_TASK DESCRIPTION_.
The answer must be one number: how many lines of the records contain "paths".

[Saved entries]

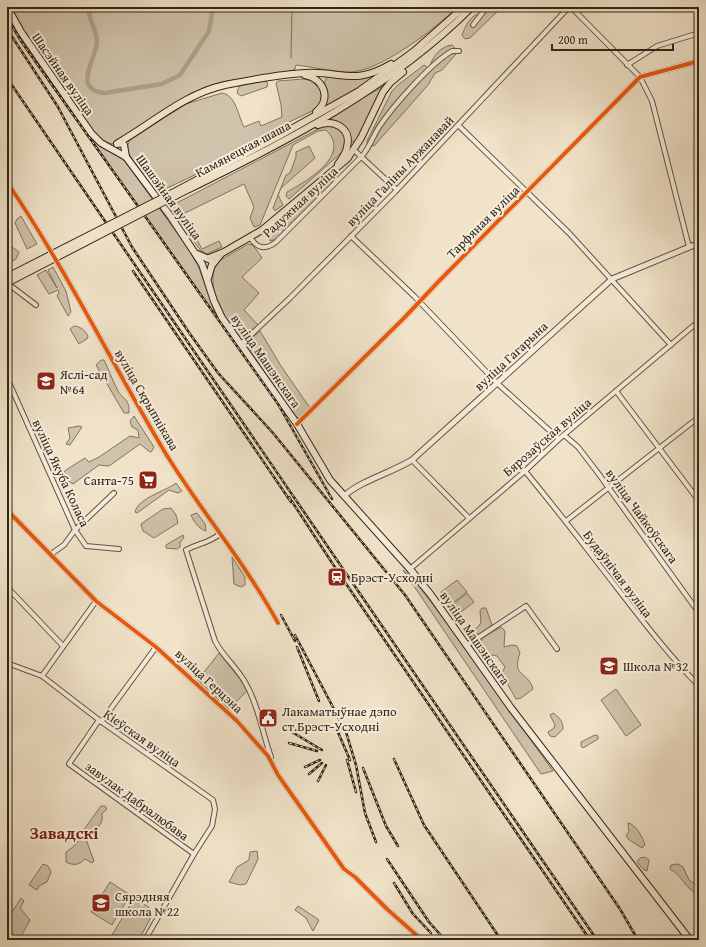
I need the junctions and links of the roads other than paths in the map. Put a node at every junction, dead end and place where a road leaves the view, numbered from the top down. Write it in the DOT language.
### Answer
graph roads {
  1 [pos="7,7"];
  2 [pos="464,7"];
  3 [pos="472,7"];
  4 [pos="487,7"];
  5 [pos="570,7"];
  6 [pos="473,25"];
  7 [pos="699,32"];
  8 [pos="428,48"];
  9 [pos="459,51"];
  10 [pos="413,52"];
  11 [pos="699,61"];
  12 [pos="627,65"];
  13 [pos="296,74"];
  14 [pos="640,78"];
  15 [pos="458,125"];
  16 [pos="126,139"];
  17 [pos="281,139"];
  18 [pos="117,144"];
  19 [pos="108,146"];
  20 [pos="126,148"];
  21 [pos="354,150"];
  22 [pos="118,153"];
  23 [pos="362,156"];
  24 [pos="126,157"];
  25 [pos="336,167"];
  26 [pos="7,182"];
  27 [pos="397,190"];
  28 [pos="527,191"];
  29 [pos="179,192"];
  30 [pos="351,236"];
  31 [pos="250,237"];
  32 [pos="699,243"];
  33 [pos="689,247"];
  34 [pos="224,252"];
  35 [pos="205,261"];
  36 [pos="212,266"];
  37 [pos="7,277"];
  38 [pos="612,279"];
  39 [pos="7,283"];
  40 [pos="209,285"];
  41 [pos="420,302"];
  42 [pos="36,305"];
  43 [pos="699,321"];
  44 [pos="241,344"];
  45 [pos="671,345"];
  46 [pos="7,378"];
  47 [pos="498,384"];
  48 [pos="616,391"];
  49 [pos="697,418"];
  50 [pos="699,423"];
  51 [pos="297,424"];
  52 [pos="564,435"];
  53 [pos="559,439"];
  54 [pos="660,448"];
  55 [pos="412,460"];
  56 [pos="524,471"];
  57 [pos="608,489"];
  58 [pos="114,493"];
  59 [pos="344,496"];
  60 [pos="699,501"];
  61 [pos="7,510"];
  62 [pos="469,518"];
  63 [pos="566,522"];
  64 [pos="75,530"];
  65 [pos="220,534"];
  66 [pos="119,549"];
  67 [pos="51,554"];
  68 [pos="410,569"];
  69 [pos="7,587"];
  70 [pos="96,601"];
  71 [pos="699,613"];
  72 [pos="278,623"];
  73 [pos="467,645"];
  74 [pos="63,646"];
  75 [pos="156,647"];
  76 [pos="557,649"];
  77 [pos="7,663"];
  78 [pos="42,676"];
  79 [pos="699,686"];
  80 [pos="100,721"];
  81 [pos="274,765"];
  82 [pos="194,854"];
  83 [pos="145,940"];
  84 [pos="422,940"];
  85 [pos="690,940"];
  1 -- 19 [label="main road, Шасэйная вуліца"];
  2 -- 10 [label="main road, Камянецкая шаша"];
  3 -- 8 [label="main road, Камянецкая шаша"];
  4 -- 6 [label="street"];
  5 -- 12 [label="street"];
  5 -- 15 [label="street, вуліца Галіны Аржанавай"];
  7 -- 12 [label="street"];
  8 -- 17 [label="main road, Камянецкая шаша"];
  8 -- 21 [label="main road"];
  9 -- 23 [label="street, Радужная вуліца"];
  10 -- 13 [label="main road"];
  10 -- 17 [label="main road, Камянецкая шаша"];
  11 -- 14 [label="street, Тарфяная вуліца"];
  12 -- 14 [label="street"];
  13 -- 16 [label="main road"];
  13 -- 17 [label="main road"];
  14 -- 28 [label="street, Тарфяная вуліца"];
  14 -- 33 [label="street"];
  15 -- 27 [label="street, вуліца Галіны Аржанавай"];
  15 -- 28 [label="street"];
  16 -- 18 [label="main road"];
  16 -- 20 [label="main road"];
  17 -- 25 [label="main road"];
  17 -- 29 [label="main road, Камянецкая шаша"];
  18 -- 19 [label="main road"];
  18 -- 20 [label="main road"];
  18 -- 22 [label="main road"];
  19 -- 22 [label="main road, Шасэйная вуліца"];
  20 -- 22 [label="main road"];
  20 -- 24 [label="main road, Шашэйная вуліца"];
  21 -- 23 [label="street"];
  21 -- 25 [label="main road"];
  22 -- 24 [label="main road, Шашэйная вуліца"];
  23 -- 27 [label="street"];
  23 -- 31 [label="street, Радужная вуліца"];
  24 -- 35 [label="main road, Шашэйная вуліца"];
  25 -- 31 [label="main road"];
  26 -- 65 [label="street, вуліца Скрыпнікава"];
  27 -- 30 [label="street, вуліца Галіны Аржанавай"];
  28 -- 38 [label="street"];
  28 -- 41 [label="street, Тарфяная вуліца"];
  29 -- 37 [label="main road, Камянецкая шаша, bridge"];
  29 -- 39 [label="main road, Камянецкая шаша, bridge"];
  30 -- 41 [label="street"];
  30 -- 44 [label="street, вуліца Галіны Аржанавай"];
  31 -- 34 [label="main road"];
  32 -- 33 [label="street, вуліца Гагарына"];
  33 -- 38 [label="street, вуліца Гагарына"];
  34 -- 35 [label="main road"];
  34 -- 36 [label="main road"];
  35 -- 36 [label="main road"];
  35 -- 36 [label="main road"];
  35 -- 40 [label="main road, вуліца Машэнскага"];
  36 -- 40 [label="main road, вуліца Машэнскага"];
  38 -- 45 [label="street"];
  38 -- 47 [label="street, вуліца Гагарына"];
  39 -- 42 [label="street"];
  40 -- 44 [label="main road, вуліца Машэнскага"];
  41 -- 47 [label="street"];
  41 -- 51 [label="street, Тарфяная вуліца"];
  43 -- 45 [label="street, Бярозаўская вуліца"];
  44 -- 51 [label="main road, вуліца Машэнскага"];
  45 -- 48 [label="street, Бярозаўская вуліца"];
  46 -- 64 [label="street, вуліца Якуба Коласа"];
  47 -- 53 [label="street"];
  47 -- 55 [label="street, вуліца Гагарына"];
  48 -- 52 [label="street, Бярозаўская вуліца"];
  48 -- 54 [label="street"];
  49 -- 50 [label="street"];
  49 -- 54 [label="street"];
  51 -- 59 [label="main road, вуліца Машэнскага"];
  52 -- 53 [label="street, Бярозаўская вуліца"];
  52 -- 57 [label="street, вуліца Чайкоўскага"];
  53 -- 56 [label="street, Бярозаўская вуліца"];
  54 -- 57 [label="street"];
  54 -- 60 [label="street"];
  55 -- 59 [label="street, вуліца Гагарына"];
  55 -- 62 [label="street"];
  56 -- 62 [label="street, Бярозаўская вуліца"];
  56 -- 63 [label="street, Будаўнічая вуліца"];
  57 -- 63 [label="street"];
  57 -- 71 [label="street, вуліца Чайкоўскага"];
  58 -- 64 [label="street"];
  59 -- 68 [label="main road, вуліца Машэнскага"];
  61 -- 67 [label="street, вуліца Герцэна"];
  62 -- 68 [label="street, Бярозаўская вуліца"];
  63 -- 79 [label="street, Будаўнічая вуліца"];
  64 -- 66 [label="street, вуліца Якуба Коласа"];
  64 -- 67 [label="street"];
  65 -- 72 [label="street, вуліца Скрыпнікава"];
  65 -- 81 [label="street"];
  67 -- 70 [label="street, вуліца Герцэна"];
  68 -- 73 [label="main road, вуліца Машэнскага"];
  69 -- 74 [label="street"];
  70 -- 74 [label="street"];
  70 -- 75 [label="street, вуліца Герцэна"];
  73 -- 76 [label="street"];
  73 -- 85 [label="main road, вуліца Машэнскага"];
  74 -- 78 [label="street"];
  75 -- 80 [label="street"];
  75 -- 81 [label="street, вуліца Герцэна"];
  77 -- 78 [label="street, Кіеўская вуліца"];
  78 -- 80 [label="street, Кіеўская вуліца"];
  80 -- 82 [label="street, Кіеўская вуліца"];
  80 -- 82 [label="street, завулак Дабралюбава"];
  81 -- 84 [label="street, вуліца Герцэна"];
  82 -- 83 [label="street"];
}
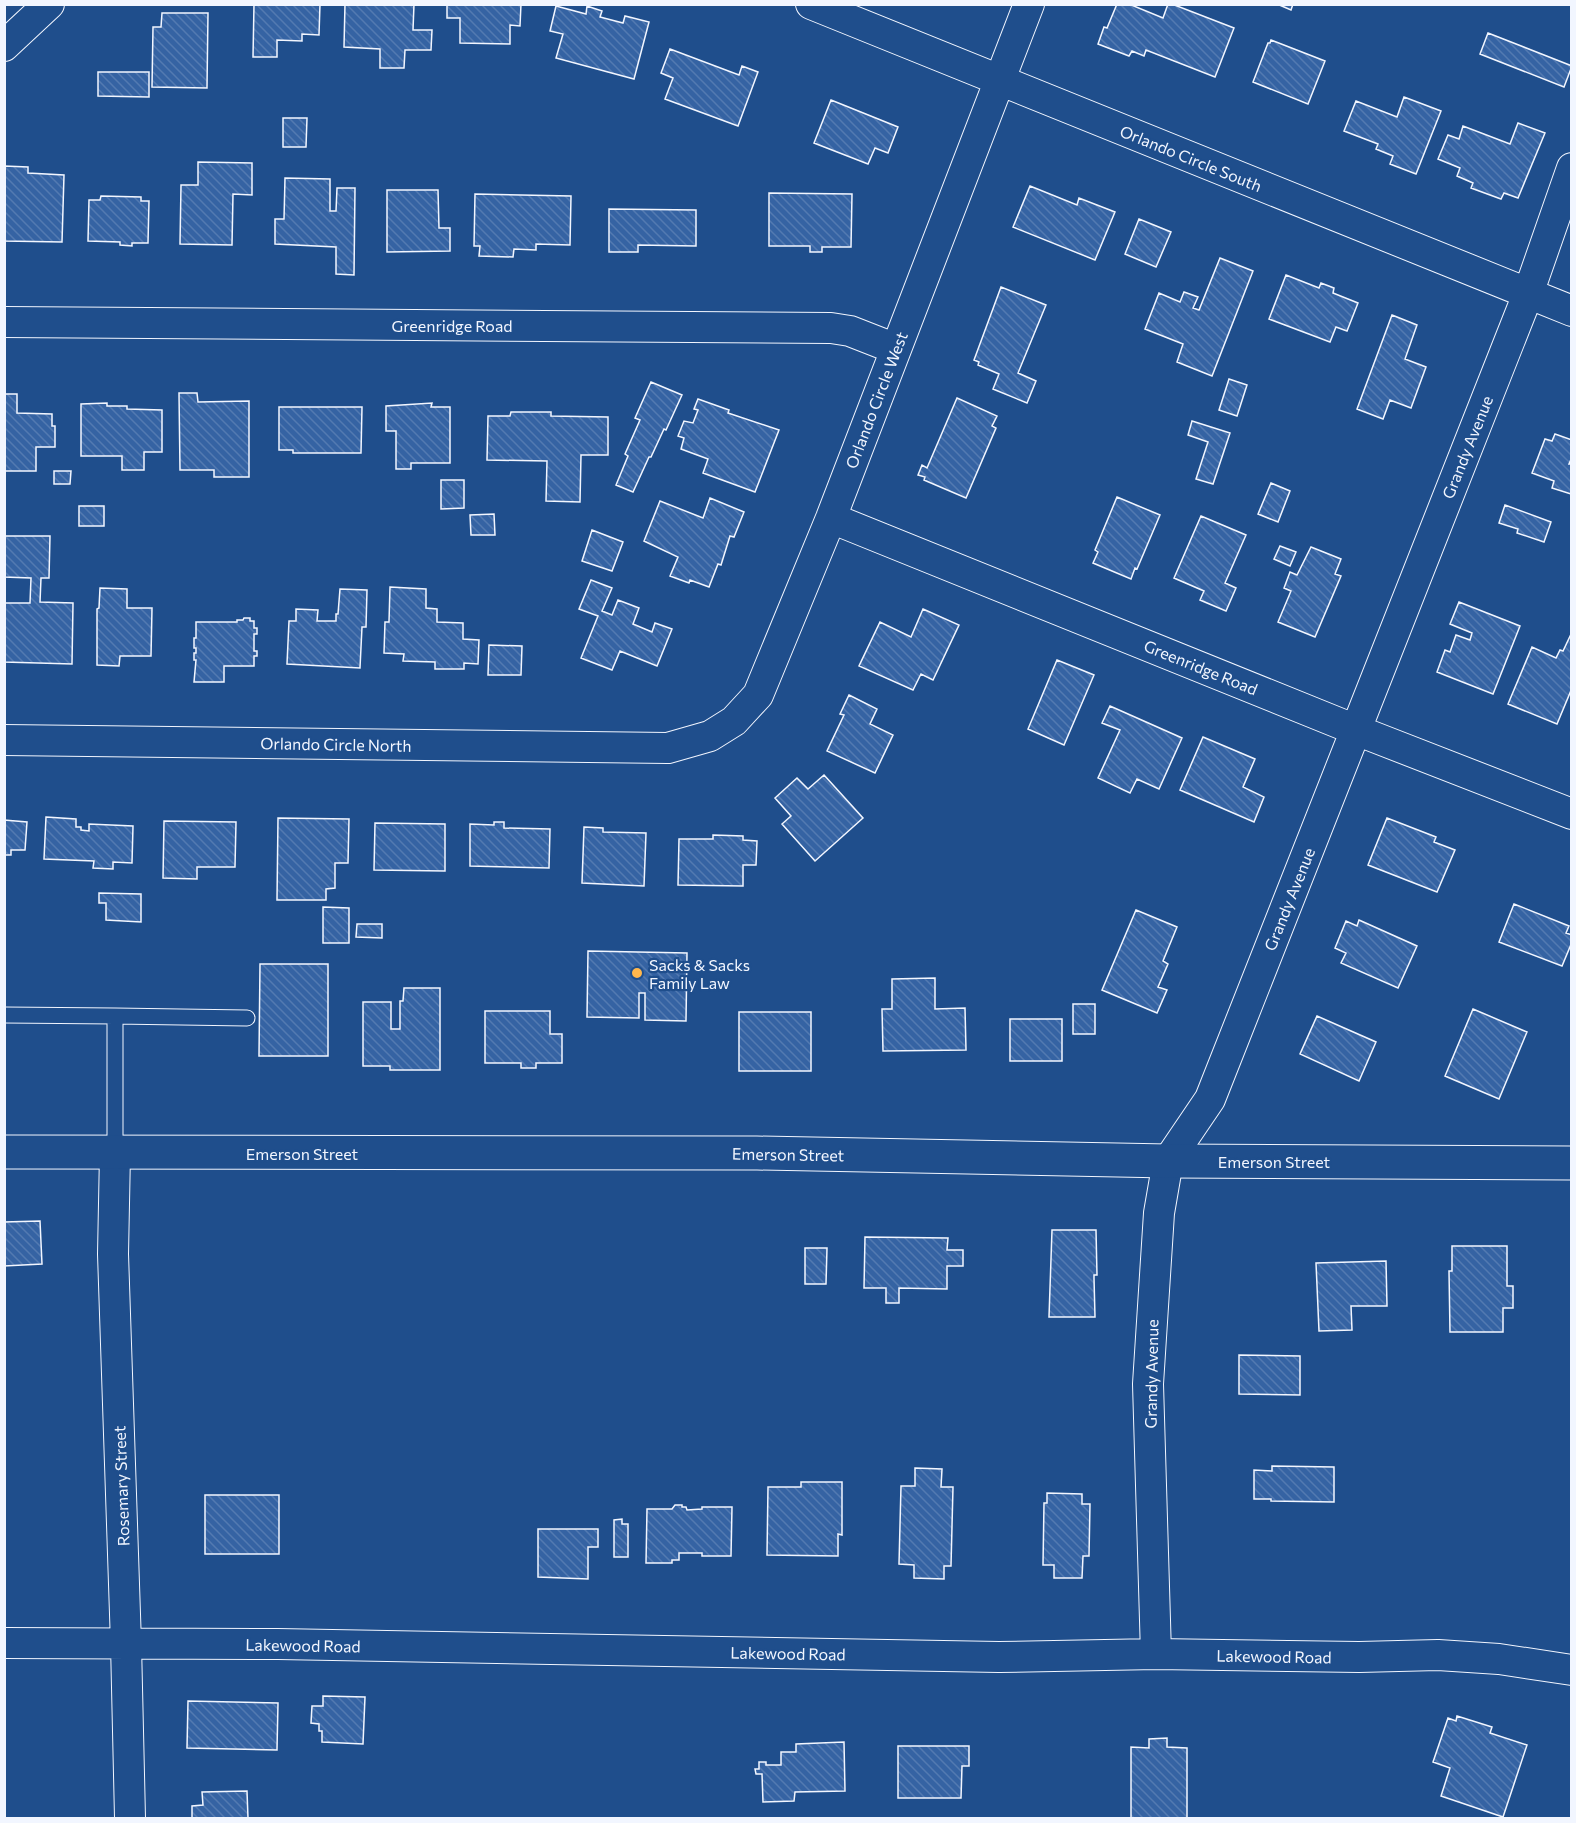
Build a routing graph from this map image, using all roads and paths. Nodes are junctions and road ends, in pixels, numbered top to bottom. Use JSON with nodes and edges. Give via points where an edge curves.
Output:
{"nodes":[{"id":1,"x":48,"y":4,"type":"edge"},
{"id":2,"x":812,"y":4,"type":"edge"},
{"id":3,"x":1029,"y":4,"type":"edge"},
{"id":4,"x":4,"y":46,"type":"edge"},
{"id":5,"x":1000,"y":81,"type":"junction"},
{"id":6,"x":1572,"y":168,"type":"edge"},
{"id":7,"x":1528,"y":294,"type":"junction"},
{"id":8,"x":1572,"y":311,"type":"edge"},
{"id":9,"x":4,"y":322,"type":"edge"},
{"id":10,"x":896,"y":349,"type":"junction"},
{"id":11,"x":831,"y":518,"type":"junction"},
{"id":12,"x":1356,"y":730,"type":"junction"},
{"id":13,"x":4,"y":740,"type":"edge"},
{"id":14,"x":668,"y":748,"type":"joint"},
{"id":15,"x":1572,"y":814,"type":"edge"},
{"id":16,"x":4,"y":1015,"type":"edge"},
{"id":17,"x":115,"y":1016,"type":"junction"},
{"id":18,"x":247,"y":1018,"type":"dead end"},
{"id":19,"x":4,"y":1152,"type":"edge"},
{"id":20,"x":115,"y":1153,"type":"junction"},
{"id":21,"x":1168,"y":1161,"type":"junction"},
{"id":22,"x":1572,"y":1163,"type":"edge"},
{"id":23,"x":4,"y":1643,"type":"edge"},
{"id":24,"x":126,"y":1644,"type":"junction"},
{"id":25,"x":1156,"y":1654,"type":"junction"},
{"id":26,"x":1572,"y":1670,"type":"edge"},
{"id":27,"x":130,"y":1818,"type":"edge"}],
"edges":[{"from":1,"to":4,"type":"street"},
{"from":2,"to":5,"type":"street","name":"Orlando Circle South"},
{"from":3,"to":5,"type":"street","name":"Orlando Circle West"},
{"from":5,"to":7,"type":"street","name":"Orlando Circle South"},
{"from":5,"to":10,"type":"street","name":"Orlando Circle West"},
{"from":6,"to":7,"type":"street","name":"Grandy Avenue"},
{"from":7,"to":8,"type":"street","name":"Orlando Circle South"},
{"from":7,"to":12,"type":"street","name":"Grandy Avenue"},
{"from":9,"to":10,"type":"street","name":"Greenridge Road","via":[[831,328]]},
{"from":10,"to":11,"type":"street","name":"Orlando Circle West"},
{"from":11,"to":12,"type":"street","name":"Greenridge Road"},
{"from":11,"to":14,"type":"street","name":"Orlando Circle West","via":[[758,694],[734,721],[710,736]]},
{"from":12,"to":15,"type":"street","name":"Greenridge Road"},
{"from":12,"to":21,"type":"street","name":"Grandy Avenue","via":[[1210,1099]]},
{"from":13,"to":14,"type":"street","name":"Orlando Circle North"},
{"from":16,"to":17,"type":"lane"},
{"from":17,"to":18,"type":"lane"},
{"from":17,"to":20,"type":"lane"},
{"from":19,"to":20,"type":"main road","name":"Emerson Street"},
{"from":20,"to":21,"type":"main road","name":"Emerson Street","via":[[757,1153]]},
{"from":20,"to":24,"type":"street","name":"Rosemary Street","via":[[112,1254]]},
{"from":21,"to":22,"type":"main road","name":"Emerson Street"},
{"from":21,"to":25,"type":"street","name":"Grandy Avenue","via":[[1159,1213],[1148,1384]]},
{"from":23,"to":24,"type":"street","name":"Lakewood Road"},
{"from":24,"to":25,"type":"street","name":"Lakewood Road","via":[[999,1657]]},
{"from":24,"to":27,"type":"street","name":"Rosemary Street"},
{"from":25,"to":26,"type":"street","name":"Lakewood Road","via":[[1438,1655]]}]}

_ANSWER BOX_.
2